WASHINGTON — President Donald Trump’s lawyers on Sunday previewed their impeachment defense with the questionable assertion that the charges against him are invalid, adopting a position rejected by Democrats as “nonsense” as both sides sharpened their arguments for trial.
“Criminal-like conduct is required,” said Alan Dershowitz, a constitutional lawyer on Trump’s defense team. Dershowitz said he will be making the same argument to the Senate and if it prevails, there will be “no need” to pursue the witness testimony or documents that Democrats are demanding.
The argument is part of a multi-pronged strategy the president’s team is developing ahead of its impeachment trial brief, which is due today.
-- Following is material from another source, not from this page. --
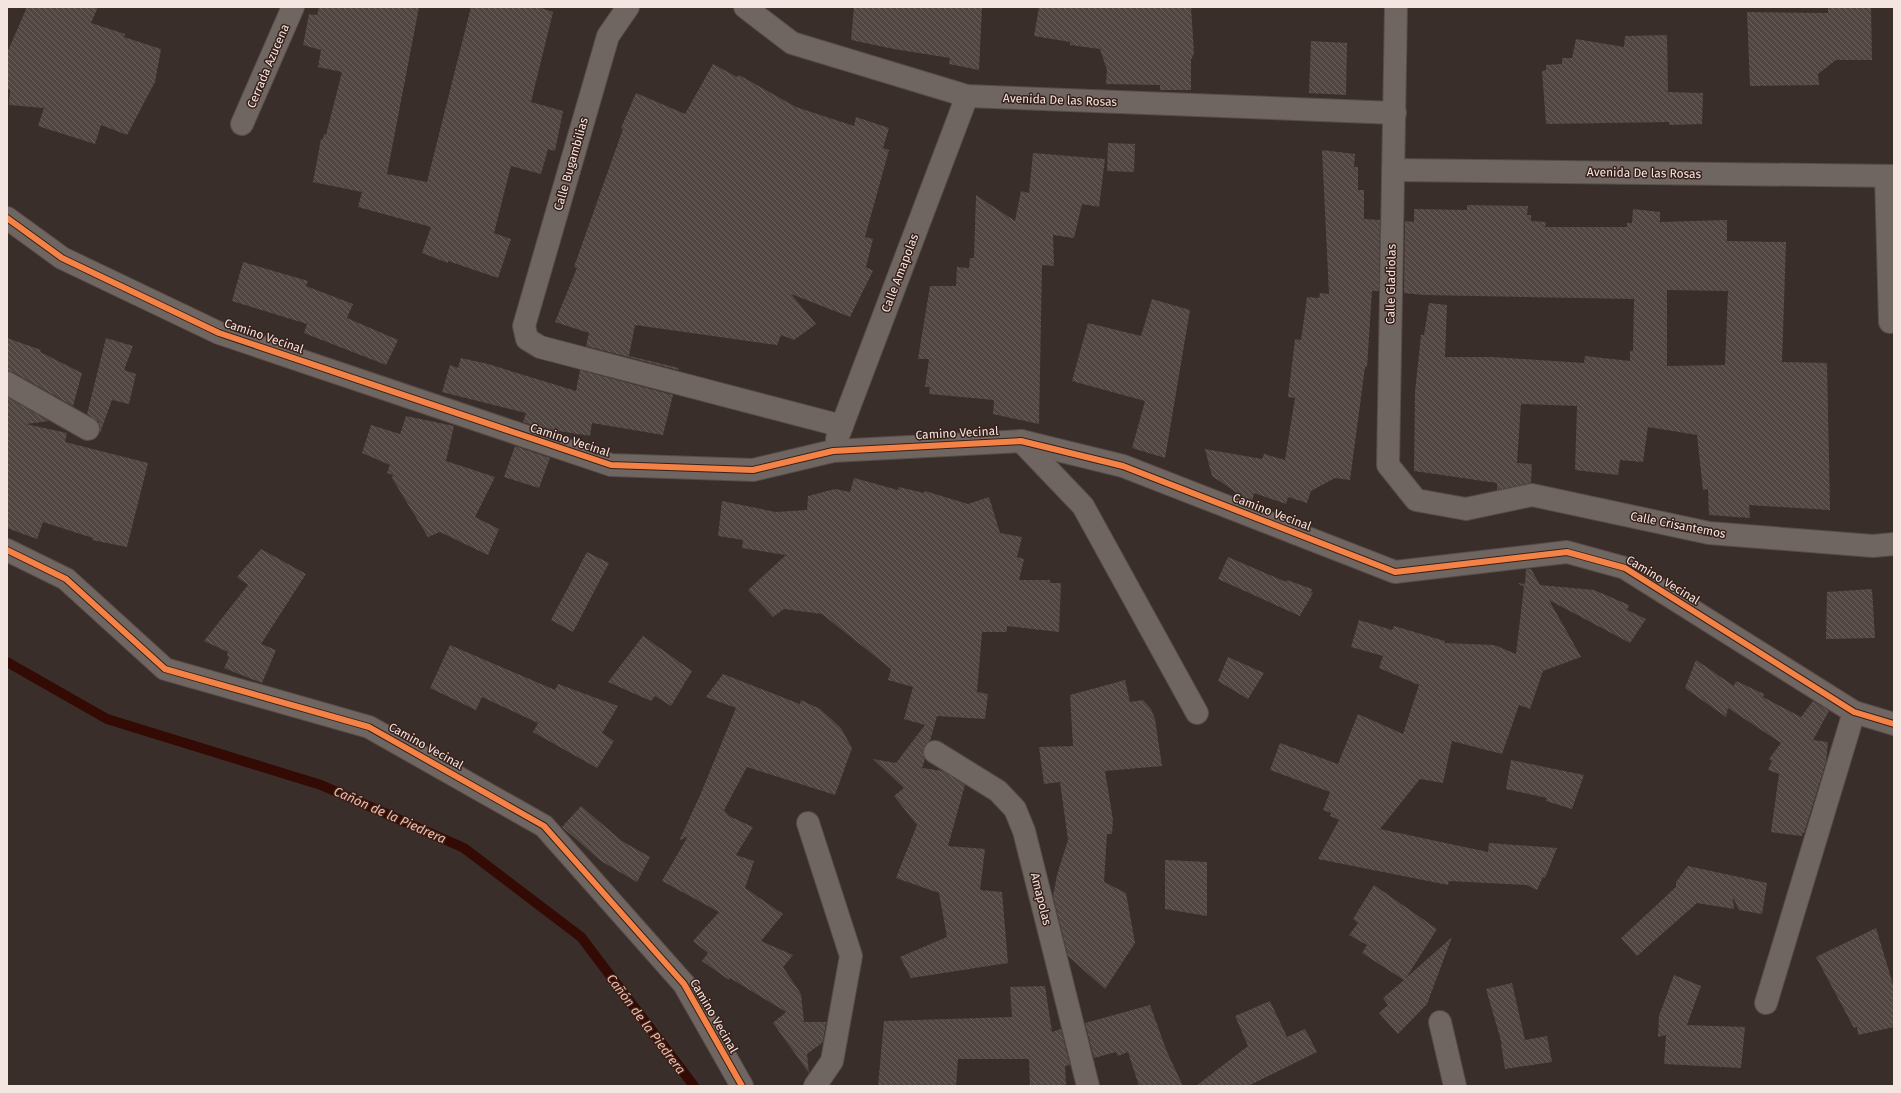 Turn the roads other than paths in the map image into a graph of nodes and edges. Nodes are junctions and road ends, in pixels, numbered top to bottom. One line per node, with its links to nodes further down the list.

Trump asserts that his Ukraine pressure was “perfect” and that he is the victim of a witch hunt.
But the “no crime, no impeachment” approach has been roundly dismissed by scholars and Democrats, who were fresh off a trial brief that called Trump’s behavior the “worst nightmare” of the country’s founders. In their view, the standard of “high crimes and misdemeanors” is vague and open-ended in the Constitution and meant to encompass abuses of power that aren’t necessarily illegal.
The White House is pushing an “absurdist position,” said Rep. Adam Schiff, D-Calif., the lead Democratic prosecutor of the impeachment case. “That’s the argument I suppose you have to make if the facts are so dead set against you.” Rep. Jerrold Nadler, D-N.Y., another impeachment prosecutor, called it “arrant nonsense” and said evidence of Trump’s misconduct is overwhelming.
The back-and-forth came as all concerned agitated for the Senate to get on with the third impeachment trial in the nation’s history. Behind the scenes Sunday, the seven House managers were meeting on strategy with staff and shoring up which prosecutor will handle which parts of the case. They were expected to do a walk-through of the Senate chamber today around lunchtime, according to multiple Democrats working on impeachment who spoke on condition of anonymity to discuss plans.
The White House, meanwhile, was working on its response to the House’s brief outlining the charges.
No senators were more eager to get going than the four Democratic presidential candidates facing the prospect of being marooned in the Senate ahead of kickoff nominating votes in Iowa and New Hampshire.
“I’d rather be here,” said Vermont Sen. Bernie Sanders on New Hampshire Public Radio while campaigning Sunday in Concord.
During the trial, Sanders and other senators are required to sit mutely for perhaps six grueling hours of proceedings daily — except Sundays, per Senate rules — in pursuit of the “impartial justice” they pledged to pursue. But there was scant evidence that anyone’s mind was really open about whether Trump’s pressure on Ukraine to help him politically amounted to impeachable conduct or removal from office.
Mystery, however, abounded over the trial’s ground rules. Senate Majority Leader Mitch McConnell, R-Ky., shed no light on how the proceedings will follow — and differ from — the precedent of President Bill Clinton’s impeachment trial in 1999.
“The president deserves a fair trial. The American people deserve a fair trial. So let’s have that fair trial,” said Democratic Rep. Jason Crow of Colorado.
But what’s fair is as vigorously disputed as the basic question of whether Trump’s pressure on Ukraine to help him politically merits a Senate conviction and removal from office. The stakes are enormous, with historic influence on the fate of Trump’s presidency, the 2020 presidential and congressional elections and the future of any presidential impeachments.
Whatever happens in the Senate, House Speaker Nancy Pelosi, D-Calif., has said, Trump will “be impeached forever.” Members of Trump’s team countered that if they win a vindication for Trump, it means “there will be an acquittal forever as well,” Trump attorney Robert Ray said Sunday. “That is the task ahead.”
For all of the suspense over the trial’s structure and nature, some clues on what’s to come sharpened on Sunday.
The president’s lawyers bore down on the suggestion that House impeachment is invalid unless the accused violated U.S. law. Dershowitz’s argument, backed up by Ray, refers to an 1868 speech by Benjamin Curtis, who after serving as a Supreme Court justice acted as the chief lawyer for Andrew Johnson at his Senate impeachment trial.
“There can be no crime, there can be no misdemeanor, without a law, written or unwritten, express or implied,” Curtis told the Senate.